Having taken a break for a few years, I had the immense privilege a few weeks ago of returning to my yearly ‘job’ of mixing at Rosies stage – at the Cape Town Jazz Festival. Working alongside the legendary Aki Kahn this had been a regular gig for some ten years. This year I was busy on stage doing monitors – but had the chance inbetween rehearsals to check out the new arrivals for this year in Rosies: a Midas Pro-X mixing console and, on the loudspeaker side, the new Meyer Leopard line arrays. With Mark Malherbe and Johan Griesel at the controls this promised to be interesting!
What a revelation; Midas have very clearly taken a great deal of input from live-mix engineers and incorporated real-world features that (like the best “inventions”) seem so totally “obvious” that you wonder why no one else has thought of them! This is an almost scarily powerful desk whose capability “beneath the hood” reminded me of driving a powerful luxury vehicle that carries its passengers in safety and comfort but has the sheer power to get you out of trouble when needed! And as with a well-sorted vehicle that “brute-force” is readily accessible – no “sub-menu of a sub-menu” excuses here…

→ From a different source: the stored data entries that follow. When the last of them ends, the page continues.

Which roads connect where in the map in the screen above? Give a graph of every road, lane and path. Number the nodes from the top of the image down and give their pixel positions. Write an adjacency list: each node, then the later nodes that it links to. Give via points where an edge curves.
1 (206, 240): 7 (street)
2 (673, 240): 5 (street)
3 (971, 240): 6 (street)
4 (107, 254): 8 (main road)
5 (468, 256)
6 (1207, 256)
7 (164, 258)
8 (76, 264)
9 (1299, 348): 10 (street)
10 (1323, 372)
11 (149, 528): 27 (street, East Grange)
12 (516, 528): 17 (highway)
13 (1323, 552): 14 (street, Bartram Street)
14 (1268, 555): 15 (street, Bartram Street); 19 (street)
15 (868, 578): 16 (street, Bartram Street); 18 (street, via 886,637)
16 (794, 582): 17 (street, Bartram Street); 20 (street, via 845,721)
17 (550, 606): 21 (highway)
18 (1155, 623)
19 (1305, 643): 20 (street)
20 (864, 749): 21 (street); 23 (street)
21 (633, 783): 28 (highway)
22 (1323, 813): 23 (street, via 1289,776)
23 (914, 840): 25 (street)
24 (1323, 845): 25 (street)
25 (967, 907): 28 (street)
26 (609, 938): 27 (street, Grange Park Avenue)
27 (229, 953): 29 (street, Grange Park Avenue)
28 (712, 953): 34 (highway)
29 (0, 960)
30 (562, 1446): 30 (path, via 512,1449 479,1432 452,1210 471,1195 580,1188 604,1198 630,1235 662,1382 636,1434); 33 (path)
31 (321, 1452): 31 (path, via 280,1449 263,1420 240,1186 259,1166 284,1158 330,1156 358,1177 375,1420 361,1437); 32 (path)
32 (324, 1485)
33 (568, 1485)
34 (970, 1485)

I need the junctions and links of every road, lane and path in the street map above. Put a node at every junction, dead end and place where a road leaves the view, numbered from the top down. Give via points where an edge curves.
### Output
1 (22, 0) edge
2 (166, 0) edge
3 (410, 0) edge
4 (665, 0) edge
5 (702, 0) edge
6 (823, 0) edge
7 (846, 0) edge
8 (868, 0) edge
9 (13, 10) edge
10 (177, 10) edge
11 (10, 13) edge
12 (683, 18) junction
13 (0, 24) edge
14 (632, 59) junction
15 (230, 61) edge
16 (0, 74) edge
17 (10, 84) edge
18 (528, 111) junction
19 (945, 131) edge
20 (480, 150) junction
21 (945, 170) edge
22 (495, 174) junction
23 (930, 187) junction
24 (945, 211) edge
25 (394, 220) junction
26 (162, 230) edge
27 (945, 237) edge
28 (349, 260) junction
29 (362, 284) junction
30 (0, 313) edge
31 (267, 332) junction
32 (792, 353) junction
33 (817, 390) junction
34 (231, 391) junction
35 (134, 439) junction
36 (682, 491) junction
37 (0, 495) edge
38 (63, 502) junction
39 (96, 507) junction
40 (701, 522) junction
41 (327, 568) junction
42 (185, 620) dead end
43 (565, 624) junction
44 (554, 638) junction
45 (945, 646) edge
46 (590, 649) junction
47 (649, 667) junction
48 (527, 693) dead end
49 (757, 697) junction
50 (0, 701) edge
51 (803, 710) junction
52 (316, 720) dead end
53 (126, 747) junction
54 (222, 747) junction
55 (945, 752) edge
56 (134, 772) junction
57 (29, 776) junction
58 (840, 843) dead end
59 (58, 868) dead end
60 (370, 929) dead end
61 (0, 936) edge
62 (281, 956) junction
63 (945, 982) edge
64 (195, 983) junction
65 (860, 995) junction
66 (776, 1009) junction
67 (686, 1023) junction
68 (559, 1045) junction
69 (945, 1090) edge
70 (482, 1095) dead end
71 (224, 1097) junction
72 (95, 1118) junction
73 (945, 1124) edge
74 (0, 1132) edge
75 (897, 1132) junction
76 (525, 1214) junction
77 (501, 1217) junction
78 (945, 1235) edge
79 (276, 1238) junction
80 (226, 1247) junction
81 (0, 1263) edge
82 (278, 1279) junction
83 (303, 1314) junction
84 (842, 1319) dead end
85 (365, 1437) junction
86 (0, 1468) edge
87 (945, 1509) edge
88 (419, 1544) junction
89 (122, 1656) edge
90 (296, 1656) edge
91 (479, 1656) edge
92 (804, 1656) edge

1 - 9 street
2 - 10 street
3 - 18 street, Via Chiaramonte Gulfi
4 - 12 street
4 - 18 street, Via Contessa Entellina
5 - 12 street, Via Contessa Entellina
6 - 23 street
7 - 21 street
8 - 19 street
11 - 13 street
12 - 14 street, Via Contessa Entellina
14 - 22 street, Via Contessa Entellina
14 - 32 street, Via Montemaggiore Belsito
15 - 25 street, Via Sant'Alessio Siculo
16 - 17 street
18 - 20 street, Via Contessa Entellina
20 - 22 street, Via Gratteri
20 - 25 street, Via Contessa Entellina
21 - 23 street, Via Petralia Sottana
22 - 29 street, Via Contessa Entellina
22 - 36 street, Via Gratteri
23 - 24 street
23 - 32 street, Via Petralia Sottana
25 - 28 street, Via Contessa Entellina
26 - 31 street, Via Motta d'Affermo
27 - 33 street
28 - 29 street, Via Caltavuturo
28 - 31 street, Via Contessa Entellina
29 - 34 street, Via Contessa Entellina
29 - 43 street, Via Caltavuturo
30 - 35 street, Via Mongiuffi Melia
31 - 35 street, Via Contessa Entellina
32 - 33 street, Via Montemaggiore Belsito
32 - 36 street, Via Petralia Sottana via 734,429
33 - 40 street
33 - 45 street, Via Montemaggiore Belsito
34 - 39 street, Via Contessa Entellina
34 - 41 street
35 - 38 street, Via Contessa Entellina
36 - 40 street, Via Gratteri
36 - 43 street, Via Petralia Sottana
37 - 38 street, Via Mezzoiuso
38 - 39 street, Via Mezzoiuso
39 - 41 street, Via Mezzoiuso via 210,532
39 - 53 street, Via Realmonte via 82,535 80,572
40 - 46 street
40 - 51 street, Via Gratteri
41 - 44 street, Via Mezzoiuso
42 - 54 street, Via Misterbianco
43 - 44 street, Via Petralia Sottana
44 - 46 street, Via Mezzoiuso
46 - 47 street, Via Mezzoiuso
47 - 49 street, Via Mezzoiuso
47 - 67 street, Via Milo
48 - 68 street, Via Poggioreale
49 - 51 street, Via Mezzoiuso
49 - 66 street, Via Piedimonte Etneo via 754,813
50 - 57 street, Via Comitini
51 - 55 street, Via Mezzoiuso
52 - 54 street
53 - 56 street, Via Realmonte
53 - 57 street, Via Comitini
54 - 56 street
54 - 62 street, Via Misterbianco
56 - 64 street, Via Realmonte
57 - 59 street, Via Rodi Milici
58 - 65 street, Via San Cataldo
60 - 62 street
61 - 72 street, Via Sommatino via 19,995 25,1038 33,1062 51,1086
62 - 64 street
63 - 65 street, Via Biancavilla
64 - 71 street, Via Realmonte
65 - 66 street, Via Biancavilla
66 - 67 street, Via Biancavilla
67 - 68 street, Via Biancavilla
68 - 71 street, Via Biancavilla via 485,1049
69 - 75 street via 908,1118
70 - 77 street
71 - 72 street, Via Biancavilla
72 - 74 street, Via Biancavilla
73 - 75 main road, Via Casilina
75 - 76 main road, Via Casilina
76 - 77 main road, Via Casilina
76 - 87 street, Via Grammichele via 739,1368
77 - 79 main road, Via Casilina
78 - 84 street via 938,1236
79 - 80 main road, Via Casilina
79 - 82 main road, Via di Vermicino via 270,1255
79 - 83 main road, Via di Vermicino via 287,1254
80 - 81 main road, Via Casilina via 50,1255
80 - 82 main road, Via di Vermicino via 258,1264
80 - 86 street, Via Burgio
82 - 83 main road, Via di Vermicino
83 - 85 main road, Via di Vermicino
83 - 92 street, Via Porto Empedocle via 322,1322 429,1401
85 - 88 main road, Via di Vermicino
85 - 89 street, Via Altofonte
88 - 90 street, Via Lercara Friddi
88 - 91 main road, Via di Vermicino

And the Leopard line arrays conveyed a level of detail that even the “non-technical” listeners commented on. Ultimately these are the people that matter: they are the jazz-lovers, and they know when they are getting more music for their money; the transparency of these arrays (particularly in the top-end) provides that in spades.
Prior to actually hearing this Midas/Meyer combo I had thought it a bit “extreme” that Aki had driven all the way from Cape Town to Jo’burg to hear the demo at Montecasino’s Teatro a few weeks prior to the Jazz Festival.
But as the saying goes: “hearing is believing!”